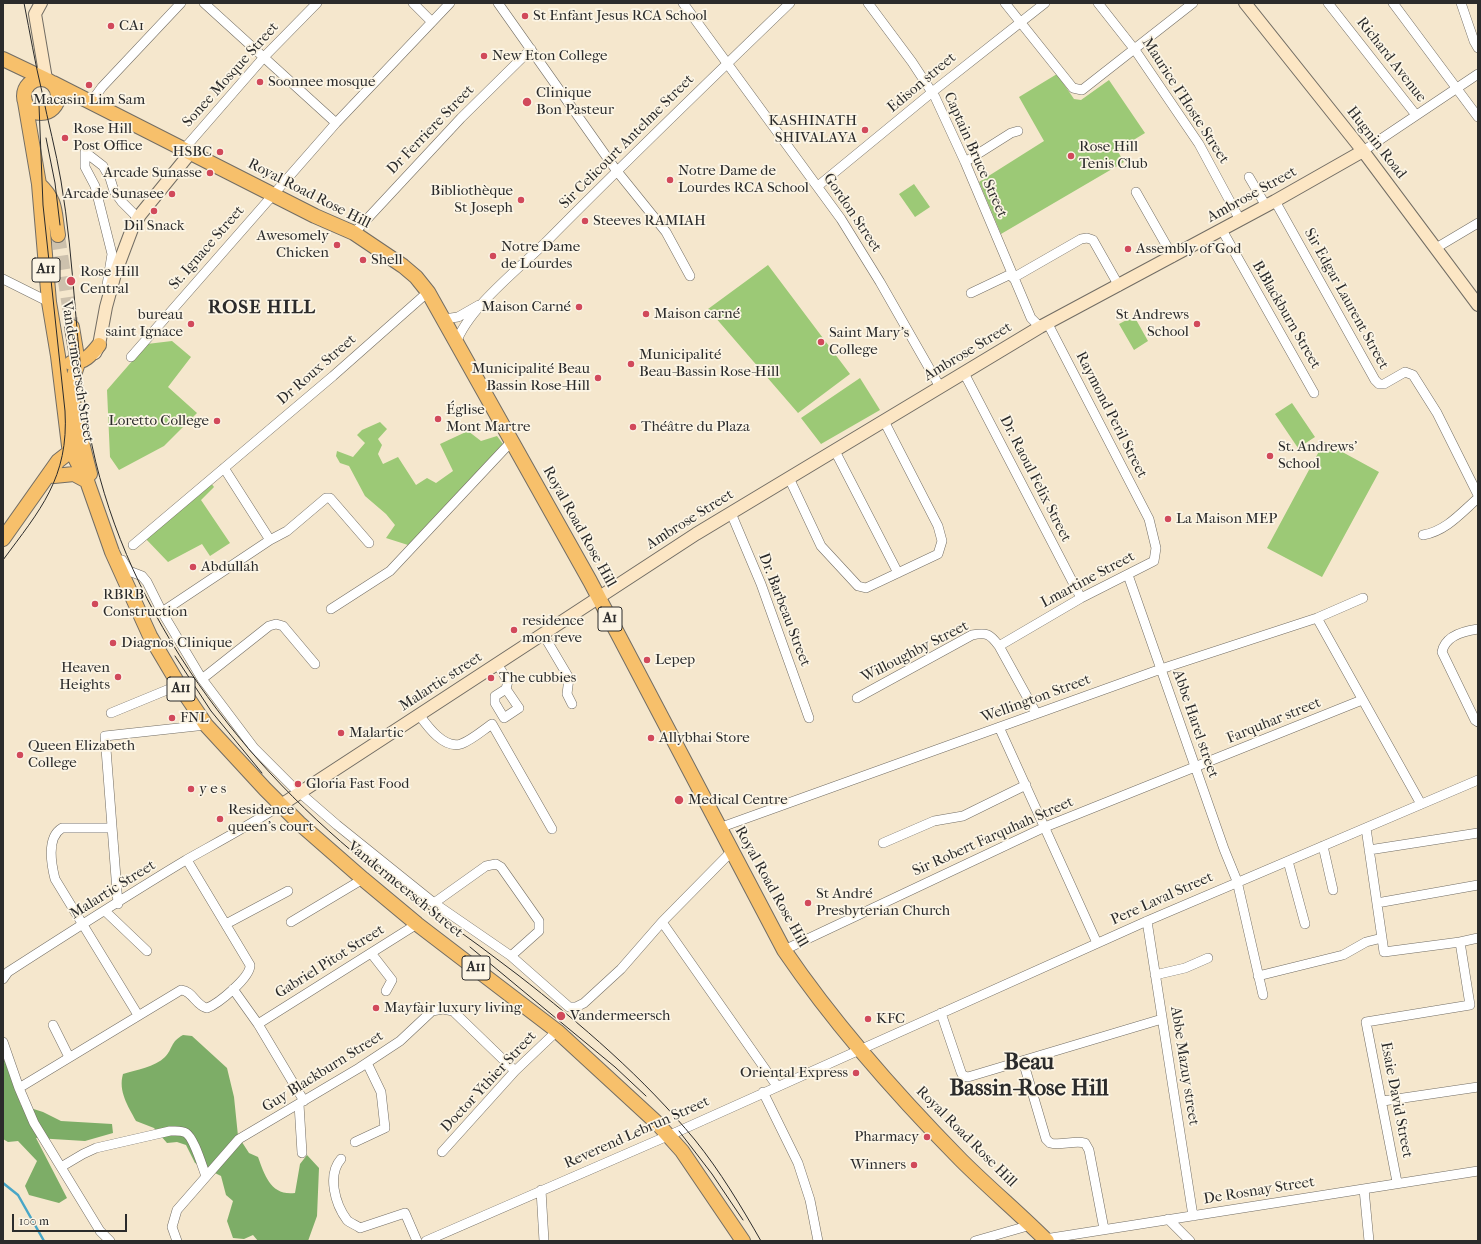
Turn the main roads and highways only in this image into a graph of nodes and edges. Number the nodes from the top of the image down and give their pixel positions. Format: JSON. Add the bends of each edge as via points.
{"nodes":[{"id":1,"x":5,"y":60,"type":"edge"},
{"id":2,"x":48,"y":80,"type":"junction"},
{"id":3,"x":27,"y":85,"type":"junction"},
{"id":4,"x":90,"y":101,"type":"junction"},
{"id":5,"x":25,"y":102,"type":"junction"},
{"id":6,"x":56,"y":105,"type":"junction"},
{"id":7,"x":43,"y":113,"type":"junction"},
{"id":8,"x":32,"y":150,"type":"junction"},
{"id":9,"x":39,"y":184,"type":"junction"},
{"id":10,"x":58,"y":235,"type":"tunnel mouth"},
{"id":11,"x":72,"y":328,"type":"tunnel mouth"},
{"id":12,"x":99,"y":345,"type":"road end"},
{"id":13,"x":58,"y":356,"type":"junction"},
{"id":14,"x":76,"y":369,"type":"junction"},
{"id":15,"x":67,"y":428,"type":"junction"},
{"id":16,"x":77,"y":456,"type":"junction"},
{"id":17,"x":53,"y":473,"type":"junction"},
{"id":18,"x":87,"y":481,"type":"junction"},
{"id":19,"x":101,"y":523,"type":"junction"},
{"id":20,"x":3,"y":539,"type":"edge"},
{"id":21,"x":1046,"y":1240,"type":"edge"},
{"id":22,"x":743,"y":1241,"type":"edge"}],
"edges":[{"from":1,"to":2,"type":"main road","name":"Royal Road Rose Hill","number":"A1"},
{"from":1,"to":3,"type":"main road","name":"Royal Road Rose Hill","number":"A1"},
{"from":2,"to":3,"type":"main road","via":[[32,81]]},
{"from":2,"to":4,"type":"main road","name":"Royal Road Rose Hill","number":"A1"},
{"from":2,"to":6,"type":"main road","via":[[59,94]]},
{"from":3,"to":5,"type":"main road","via":[[24,91]]},
{"from":4,"to":6,"type":"main road","name":"Royal Road Rose Hill","number":"A1","via":[[72,101]]},
{"from":4,"to":21,"type":"main road","name":"Royal Road Rose Hill","number":"A1","via":[[315,216],[354,233],[416,277],[444,318],[599,599],[784,950],[859,1050],[961,1160]]},
{"from":5,"to":7,"type":"main road","via":[[31,110]]},
{"from":5,"to":8,"type":"main road","number":"A11"},
{"from":6,"to":7,"type":"main road","number":"A1","via":[[52,110]]},
{"from":7,"to":8,"type":"main road","number":"A11"},
{"from":8,"to":9,"type":"main road","name":"Vandermeersch Street","number":"A11"},
{"from":9,"to":10,"type":"main road","number":"A11","via":[[50,194]]},
{"from":9,"to":13,"type":"main road","name":"Vandermeersch Street","number":"A11","via":[[49,302]]},
{"from":11,"to":14,"type":"main road","number":"A11"},
{"from":12,"to":14,"type":"main road"},
{"from":13,"to":14,"type":"main road"},
{"from":13,"to":15,"type":"main road","name":"Vandermeersch Street","number":"A11"},
{"from":14,"to":16,"type":"main road","name":"Vandermeersch Street","number":"A11","via":[[71,384]]},
{"from":15,"to":16,"type":"main road","name":"Vandermeersch Street","number":"A11","via":[[69,446]]},
{"from":15,"to":17,"type":"main road"},
{"from":16,"to":17,"type":"main road"},
{"from":16,"to":18,"type":"main road","name":"Vandermeersch Street","number":"A11"},
{"from":16,"to":19,"type":"main road","name":"Vandermeersch Street","number":"A11"},
{"from":17,"to":18,"type":"main road","via":[[71,474]]},
{"from":17,"to":20,"type":"main road"},
{"from":18,"to":19,"type":"main road","name":"Vandermeersch Street","number":"A11"},
{"from":19,"to":22,"type":"main road","name":"Vandermeersch Street","number":"A11","via":[[153,642],[206,725],[281,805],[363,879],[417,924],[557,1031],[622,1089],[669,1135]]}]}
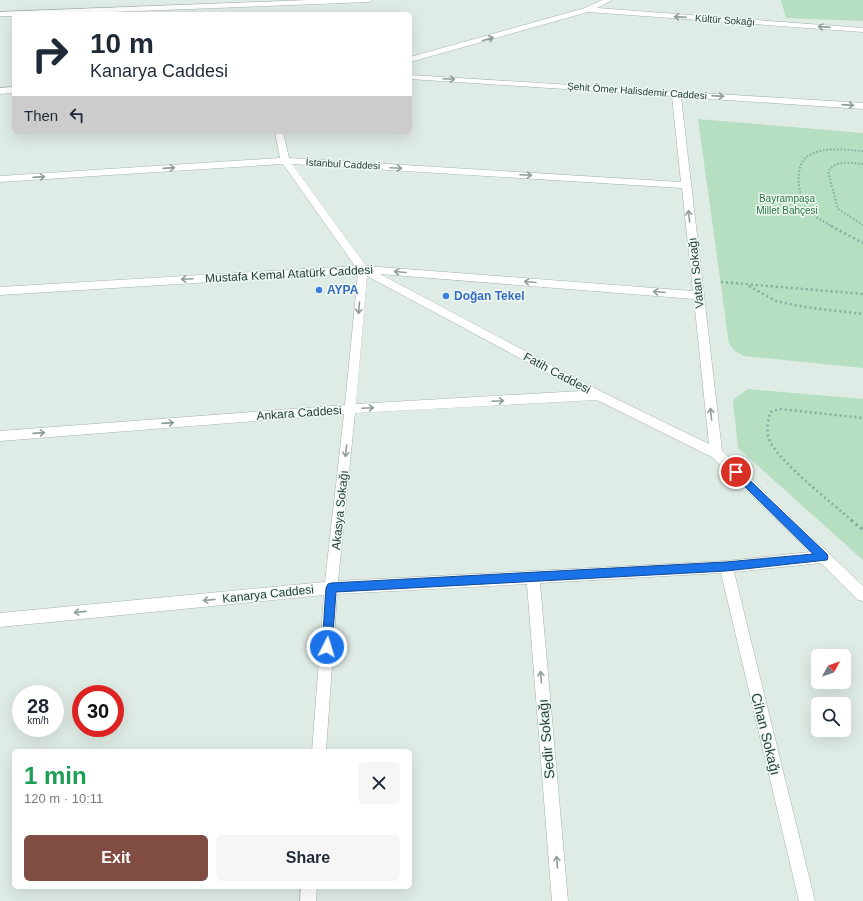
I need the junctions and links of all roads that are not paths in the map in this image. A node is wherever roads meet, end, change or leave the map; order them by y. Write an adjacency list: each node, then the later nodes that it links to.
1 (369, 0): 3 (street)
2 (608, 0): 4 (street, Kültür Sokağı)
3 (279, 2): 5 (street); 6 (street)
4 (588, 10): 9 (street, Kültür Sokağı, one-way to 4); 10 (street, Kültür Sokağı, one-way to 4)
5 (46, 12)
6 (278, 12)
7 (12, 13): 8 (street)
8 (0, 14)
9 (863, 30)
10 (412, 59)
11 (412, 77): 14 (street, Şehit Ömer Halisdemir Caddesi, one-way to 14)
12 (0, 90): 13 (street)
13 (12, 90)
14 (676, 94): 15 (street, Şehit Ömer Halisdemir Caddesi, one-way to 15); 19 (street, Vatan Sokağı)
15 (863, 106)
16 (279, 134): 17 (street, Fatih Caddesi)
17 (285, 161): 18 (street, İstanbul Caddesi, one-way to 17); 19 (street, İstanbul Caddesi, one-way to 19); 20 (street, Fatih Caddesi)
18 (0, 179)
19 (686, 185): 22 (street, Vatan Sokağı, one-way to 19)
20 (363, 269): 21 (street, Mustafa Kemal Atatürk Caddesi, one-way to 21); 22 (street, Mustafa Kemal Atatürk Caddesi, one-way to 20); 23 (street, Fatih Caddesi); 24 (street, Akasya Sokağı, one-way to 24)
21 (0, 291)
22 (698, 295): 26 (street, Vatan Sokağı, one-way to 22)
23 (598, 395): 24 (street, Ankara Caddesi, one-way to 23); 26 (street, Fatih Caddesi)
24 (350, 409): 25 (street, Ankara Caddesi, one-way to 24); 30 (street, Akasya Sokağı, one-way to 30)
25 (0, 436)
26 (716, 453): 27 (street, Fatih Caddesi)
27 (824, 557): 28 (street, Kanarya Caddesi); 31 (street, Fatih Caddesi)
28 (726, 567): 29 (street, Kanarya Caddesi); 37 (street, Cihan Sokağı)
29 (533, 577): 30 (street, Kanarya Caddesi); 36 (street, Sedir Sokağı, one-way to 29)
30 (331, 588): 32 (street, Kanarya Caddesi, one-way to 32); 33 (street, Akasya Sokağı)
31 (863, 596)
32 (0, 620)
33 (319, 749)
34 (309, 889): 35 (street)
35 (308, 901)
36 (560, 901)
37 (807, 901)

────────

ASSIGNMENT - Copy each line of the entries that includes the word "mouth".

OUTPUT -
{"id":10,"x":58,"y":235,"type":"tunnel mouth"},
{"id":11,"x":72,"y":328,"type":"tunnel mouth"},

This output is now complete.